Molecular Pathogenetic Mechanisms
Contemporary appreciation of the molecular pathogenesis and behavior of STS suggests that these lesions are divisible into two major genetic groups: (1) those possessing specific genetic alterations and usually simple karyotypes, such as reciprocal chromosomal translocations (e.g., SS18-SSX1 or SS18-SSX2 in synovial sarcoma); and (2) sarcomas with nonspecific genetic alterations and complex unbalanced karyotypes.27 However, these concepts are considerably more complex and are evolving rapidly,28 and only a brief discussion is presented here.

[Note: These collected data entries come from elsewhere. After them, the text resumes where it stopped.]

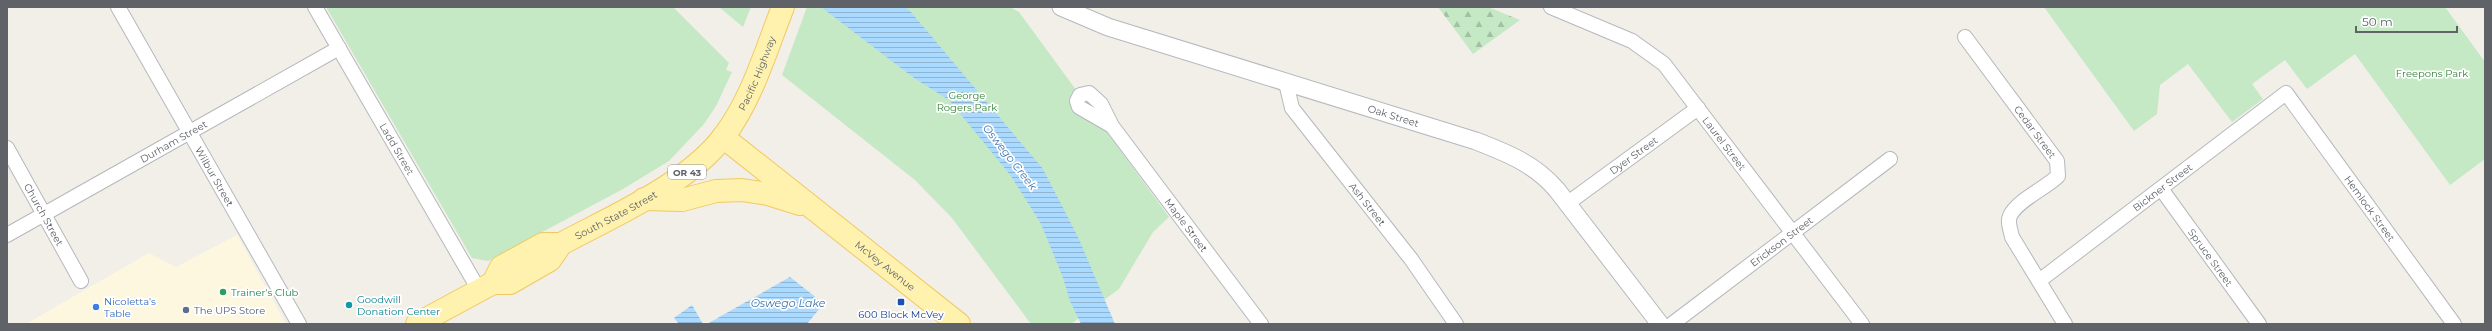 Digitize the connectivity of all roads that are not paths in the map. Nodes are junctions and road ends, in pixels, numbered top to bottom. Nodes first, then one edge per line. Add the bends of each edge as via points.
1 (118, 7) edge
2 (315, 7) edge
3 (784, 7) edge
4 (1061, 7) edge
5 (1551, 7) edge
6 (1965, 37) dead end
7 (339, 48) junction
8 (1286, 83) junction
9 (2286, 93) joint
10 (1698, 108) junction
11 (1112, 126) dead end
12 (188, 132) junction
13 (724, 137) junction
14 (7, 148) edge
15 (1890, 159) dead end
16 (2162, 190) junction
17 (644, 199) junction
18 (1568, 203) junction
19 (812, 208) junction
20 (44, 214) junction
21 (1792, 233) junction
22 (7, 235) edge
23 (81, 281) dead end
24 (2040, 281) junction
25 (486, 287) junction
26 (299, 324) edge
27 (417, 324) edge
28 (959, 324) edge
29 (1261, 324) edge
30 (1456, 324) edge
31 (1660, 324) edge
32 (1672, 324) edge
33 (1862, 324) edge
34 (2065, 324) edge
35 (2259, 324) edge
36 (2454, 324) edge

1 - 12 street, Wilbur Street
2 - 7 street, Ladd Street
3 - 13 main road, Pacific Highway / OR 43 via 748,95
4 - 8 street, Oak Street via 1108,28
5 - 10 street, Laurel Street via 1632,41 1650,53 1673,74
6 - 24 street, Cedar Street via 2057,161 2058,176 2016,208 2010,216 2009,223 2012,237
7 - 12 street, Durham Street
7 - 25 street, Ladd Street
8 - 18 street, Oak Street via 1507,153 1541,173
8 - 30 street, Ash Street via 1292,108 1410,259
9 - 16 street, Bickner Street
9 - 36 street, Hemlock Street
10 - 18 street, Dyer Street
10 - 21 street, Laurel Street
11 - 29 street, Maple Street
12 - 20 street, Durham Street
12 - 26 street, Wilbur Street
13 - 17 main road, South State Street / OR 43 via 688,172
13 - 19 main road, McVey Avenue
14 - 20 street, Church Street
15 - 21 street, Erickson Street
16 - 24 street, Bickner Street
16 - 35 street, Spruce Street
17 - 19 main road, McVey Avenue via 682,200 716,191 742,190 768,194
17 - 25 main road, South State Street / OR 43 via 561,244 542,244 501,267
18 - 31 street, Oak Street
19 - 28 main road, McVey Avenue
20 - 22 street, Durham Street
20 - 23 street, Church Street
21 - 32 street, Erickson Street
21 - 33 street, Laurel Street
24 - 34 street, Cedar Street
25 - 27 main road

Simple Karyotypic Sarcomas with Specific Genetic Alterations
The first group, those characterized by specific recurrent chromosomal translocations, comprises approximately one third of all sarcomas, and the resulting product of the specific gene fusions usually encode aberrant chimeric transcription factors. These translocations are often the only cytogenetic abnormalities and appear to be pathogenetically important. However, although successful cloning of most genes involved in recurrent translocations has taken place, there remains a paucity of information about the downstream targets mediating oncogenic transformation. In general, the promiscuous pairing of a proximal gene that contributes a promoter and functional domain, with a distal gene possessing a DNA binding domain that confers target specificity, determines the phenotype of various STS.27 Most translocations result in the production of a tumor-specific RNA that encodes a novel transcription factor that plays a role in oncogenesis in mesenchymal cells.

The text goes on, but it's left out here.